## Stored data

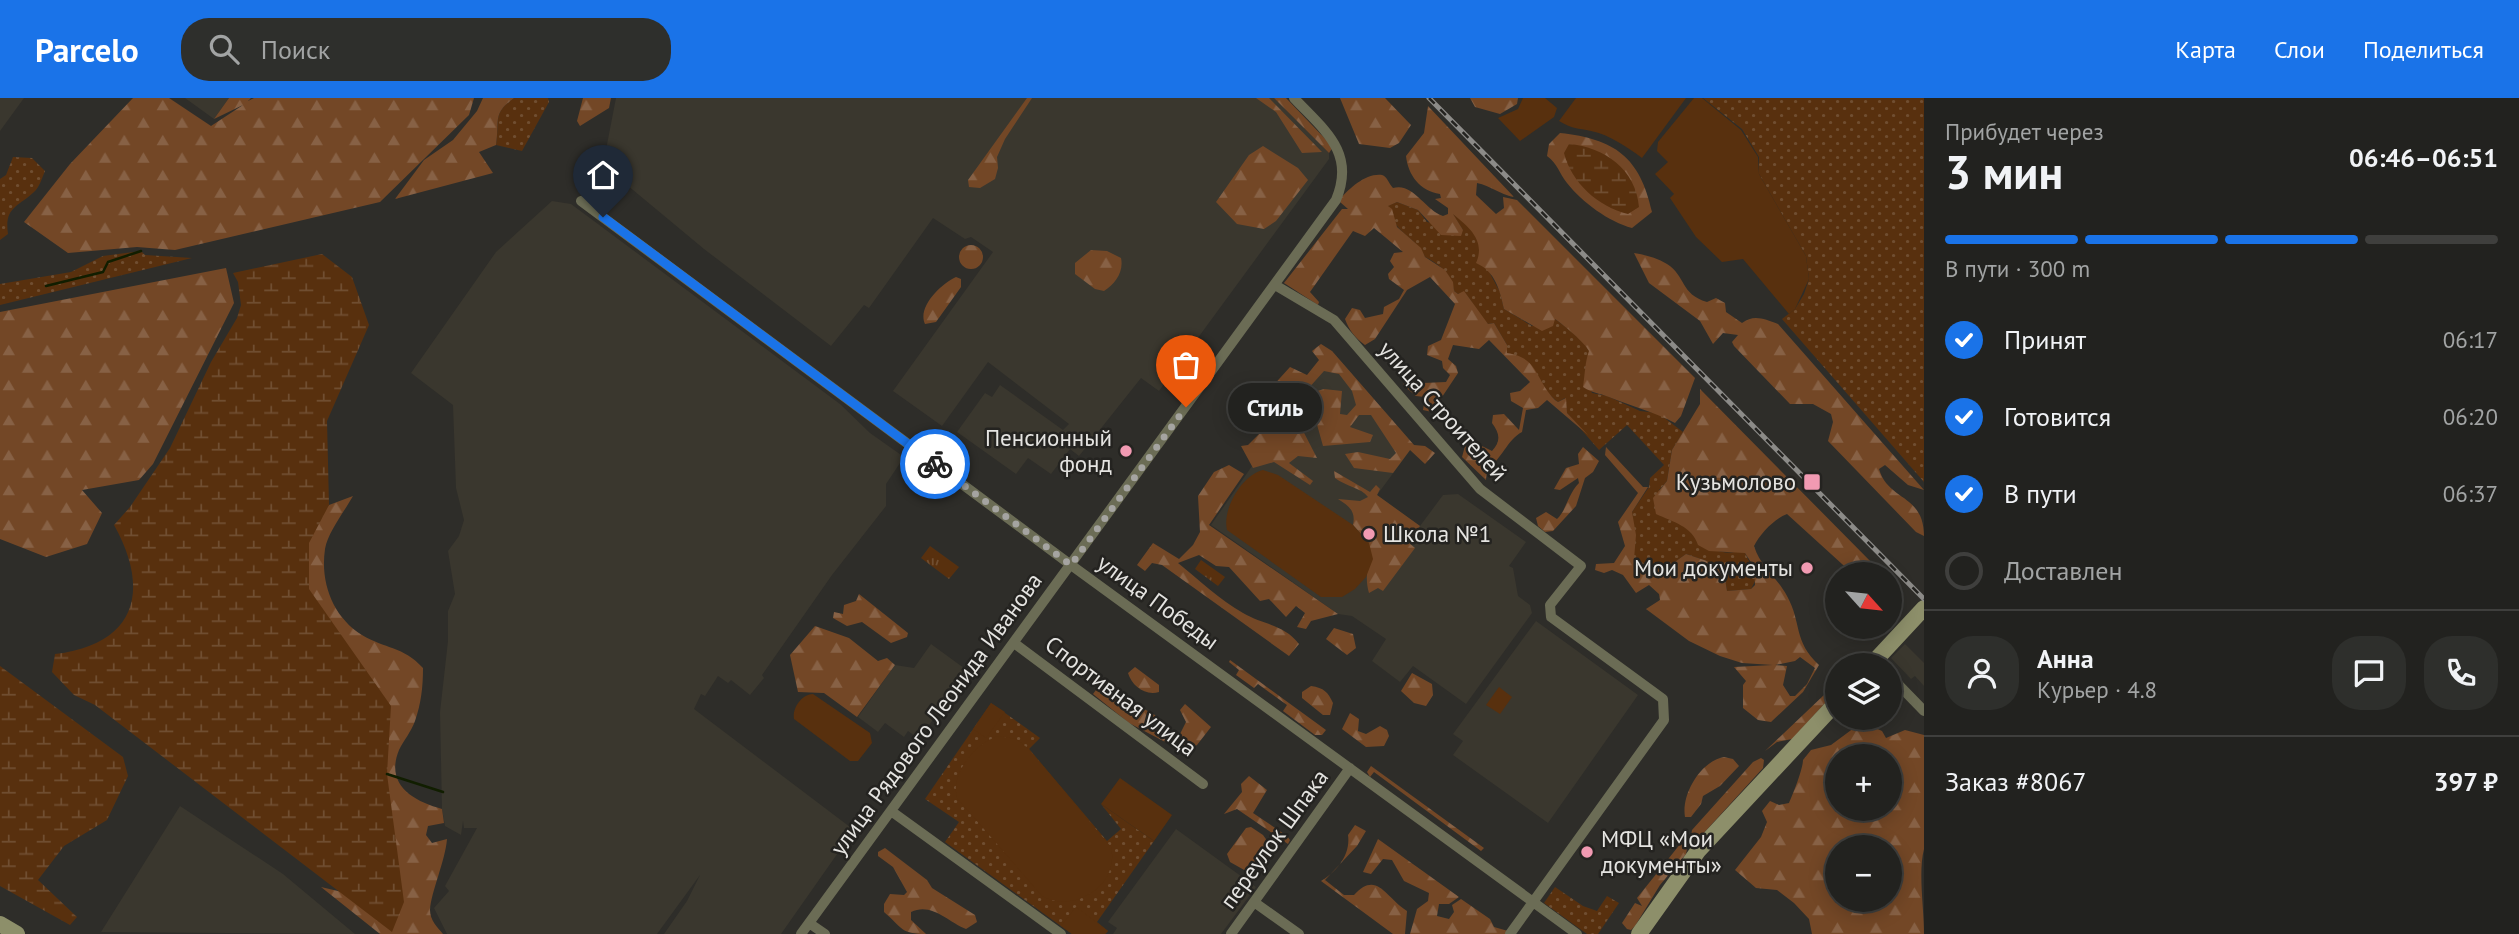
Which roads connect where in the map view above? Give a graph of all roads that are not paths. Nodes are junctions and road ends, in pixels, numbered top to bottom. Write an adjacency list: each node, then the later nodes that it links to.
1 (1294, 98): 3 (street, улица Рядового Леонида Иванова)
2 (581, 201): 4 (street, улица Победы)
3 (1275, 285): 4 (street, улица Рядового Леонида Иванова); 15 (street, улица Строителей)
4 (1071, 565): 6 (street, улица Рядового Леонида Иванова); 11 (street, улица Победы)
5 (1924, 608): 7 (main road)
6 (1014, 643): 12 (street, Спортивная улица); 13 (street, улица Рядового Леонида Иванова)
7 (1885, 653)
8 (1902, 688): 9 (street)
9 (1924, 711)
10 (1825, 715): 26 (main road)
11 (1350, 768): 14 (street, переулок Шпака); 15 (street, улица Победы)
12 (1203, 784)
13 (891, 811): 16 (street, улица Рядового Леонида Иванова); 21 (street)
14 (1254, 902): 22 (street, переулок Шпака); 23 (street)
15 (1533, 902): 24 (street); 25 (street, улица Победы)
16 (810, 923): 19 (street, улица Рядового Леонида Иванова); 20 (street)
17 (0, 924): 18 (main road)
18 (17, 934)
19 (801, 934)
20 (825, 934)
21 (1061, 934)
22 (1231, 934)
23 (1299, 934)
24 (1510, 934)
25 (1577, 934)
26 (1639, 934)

## WHAT TO WORK ON
Retype all entries exactly as they appear, dropping the images.

## RESULT OF THIS TASK
Which roads connect where in the map view above? Give a graph of all roads that are not paths. Nodes are junctions and road ends, in pixels, numbered top to bottom. Write an adjacency list: each node, then the later nodes that it links to.
1 (1294, 98): 3 (street, улица Рядового Леонида Иванова)
2 (581, 201): 4 (street, улица Победы)
3 (1275, 285): 4 (street, улица Рядового Леонида Иванова); 15 (street, улица Строителей)
4 (1071, 565): 6 (street, улица Рядового Леонида Иванова); 11 (street, улица Победы)
5 (1924, 608): 7 (main road)
6 (1014, 643): 12 (street, Спортивная улица); 13 (street, улица Рядового Леонида Иванова)
7 (1885, 653)
8 (1902, 688): 9 (street)
9 (1924, 711)
10 (1825, 715): 26 (main road)
11 (1350, 768): 14 (street, переулок Шпака); 15 (street, улица Победы)
12 (1203, 784)
13 (891, 811): 16 (street, улица Рядового Леонида Иванова); 21 (street)
14 (1254, 902): 22 (street, переулок Шпака); 23 (street)
15 (1533, 902): 24 (street); 25 (street, улица Победы)
16 (810, 923): 19 (street, улица Рядового Леонида Иванова); 20 (street)
17 (0, 924): 18 (main road)
18 (17, 934)
19 (801, 934)
20 (825, 934)
21 (1061, 934)
22 (1231, 934)
23 (1299, 934)
24 (1510, 934)
25 (1577, 934)
26 (1639, 934)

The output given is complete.